Collected data:
# # # # # # #
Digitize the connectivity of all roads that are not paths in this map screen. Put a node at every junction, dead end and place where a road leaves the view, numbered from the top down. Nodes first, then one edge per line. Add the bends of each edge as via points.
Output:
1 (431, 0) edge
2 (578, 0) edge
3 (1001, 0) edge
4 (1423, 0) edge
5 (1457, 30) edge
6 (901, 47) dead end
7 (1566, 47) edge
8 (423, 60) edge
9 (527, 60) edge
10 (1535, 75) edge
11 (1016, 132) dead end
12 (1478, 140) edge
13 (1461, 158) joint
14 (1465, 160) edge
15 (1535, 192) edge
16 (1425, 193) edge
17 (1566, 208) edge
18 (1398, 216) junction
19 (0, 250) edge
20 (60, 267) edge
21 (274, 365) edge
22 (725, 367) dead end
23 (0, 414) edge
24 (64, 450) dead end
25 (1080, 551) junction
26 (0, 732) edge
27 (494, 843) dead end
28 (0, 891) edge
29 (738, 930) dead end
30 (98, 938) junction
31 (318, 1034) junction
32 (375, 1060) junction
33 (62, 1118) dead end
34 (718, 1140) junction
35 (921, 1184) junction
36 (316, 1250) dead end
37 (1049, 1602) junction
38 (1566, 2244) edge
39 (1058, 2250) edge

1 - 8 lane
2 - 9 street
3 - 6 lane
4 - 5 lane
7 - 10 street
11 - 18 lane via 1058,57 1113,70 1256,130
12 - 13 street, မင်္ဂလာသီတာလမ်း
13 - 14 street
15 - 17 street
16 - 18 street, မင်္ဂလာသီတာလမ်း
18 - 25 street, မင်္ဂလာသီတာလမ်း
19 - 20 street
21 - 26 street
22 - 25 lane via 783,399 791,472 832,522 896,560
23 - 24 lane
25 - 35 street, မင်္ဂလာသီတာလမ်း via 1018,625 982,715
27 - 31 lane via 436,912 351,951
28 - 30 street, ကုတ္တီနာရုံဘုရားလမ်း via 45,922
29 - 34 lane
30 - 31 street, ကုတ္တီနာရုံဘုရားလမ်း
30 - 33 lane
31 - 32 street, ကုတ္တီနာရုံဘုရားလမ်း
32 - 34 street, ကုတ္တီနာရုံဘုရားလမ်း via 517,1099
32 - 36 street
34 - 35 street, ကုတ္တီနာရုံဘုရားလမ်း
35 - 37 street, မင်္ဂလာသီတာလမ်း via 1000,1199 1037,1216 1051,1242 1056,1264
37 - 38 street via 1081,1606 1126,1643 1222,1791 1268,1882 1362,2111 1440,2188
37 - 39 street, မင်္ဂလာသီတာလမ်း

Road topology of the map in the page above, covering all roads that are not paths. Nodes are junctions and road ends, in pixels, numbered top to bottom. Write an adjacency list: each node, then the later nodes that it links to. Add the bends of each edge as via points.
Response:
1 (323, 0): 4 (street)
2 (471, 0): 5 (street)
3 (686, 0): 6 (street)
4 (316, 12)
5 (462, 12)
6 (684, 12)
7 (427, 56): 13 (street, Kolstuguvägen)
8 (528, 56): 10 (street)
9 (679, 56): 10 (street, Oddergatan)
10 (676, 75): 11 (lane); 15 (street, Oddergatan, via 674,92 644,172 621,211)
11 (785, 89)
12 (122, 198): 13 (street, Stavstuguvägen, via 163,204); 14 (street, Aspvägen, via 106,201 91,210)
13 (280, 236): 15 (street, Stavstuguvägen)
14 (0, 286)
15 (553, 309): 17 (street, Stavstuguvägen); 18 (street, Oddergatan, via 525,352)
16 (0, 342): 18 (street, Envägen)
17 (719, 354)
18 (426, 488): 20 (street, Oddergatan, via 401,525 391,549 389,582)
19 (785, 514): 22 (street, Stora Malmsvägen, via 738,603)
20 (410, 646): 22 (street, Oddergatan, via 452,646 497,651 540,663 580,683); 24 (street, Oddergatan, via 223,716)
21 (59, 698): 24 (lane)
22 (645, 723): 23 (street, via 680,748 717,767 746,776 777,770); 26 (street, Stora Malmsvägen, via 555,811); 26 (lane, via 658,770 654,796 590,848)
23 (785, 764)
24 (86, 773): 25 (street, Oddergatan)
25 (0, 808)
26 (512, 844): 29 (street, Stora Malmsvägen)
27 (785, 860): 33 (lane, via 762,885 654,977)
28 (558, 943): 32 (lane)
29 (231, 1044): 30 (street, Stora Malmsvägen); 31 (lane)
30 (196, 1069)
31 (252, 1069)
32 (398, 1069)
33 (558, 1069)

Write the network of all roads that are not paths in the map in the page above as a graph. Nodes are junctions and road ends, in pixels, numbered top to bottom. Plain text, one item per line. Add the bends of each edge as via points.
# # # # # # #
**Required action:**
Report every line of the data above that contains the string "roads" by copying it in full.

**Solution to the problem:**
Digitize the connectivity of all roads that are not paths in this map screen. Put a node at every junction, dead end and place where a road leaves the view, numbered from the top down. Nodes first, then one edge per line. Add the bends of each edge as via points.
Road topology of the map in the page above, covering all roads that are not paths. Nodes are junctions and road ends, in pixels, numbered top to bottom. Write an adjacency list: each node, then the later nodes that it links to. Add the bends of each edge as via points.
Write the network of all roads that are not paths in the map in the page above as a graph. Nodes are junctions and road ends, in pixels, numbered top to bottom. Plain text, one item per line. Add the bends of each edge as via points.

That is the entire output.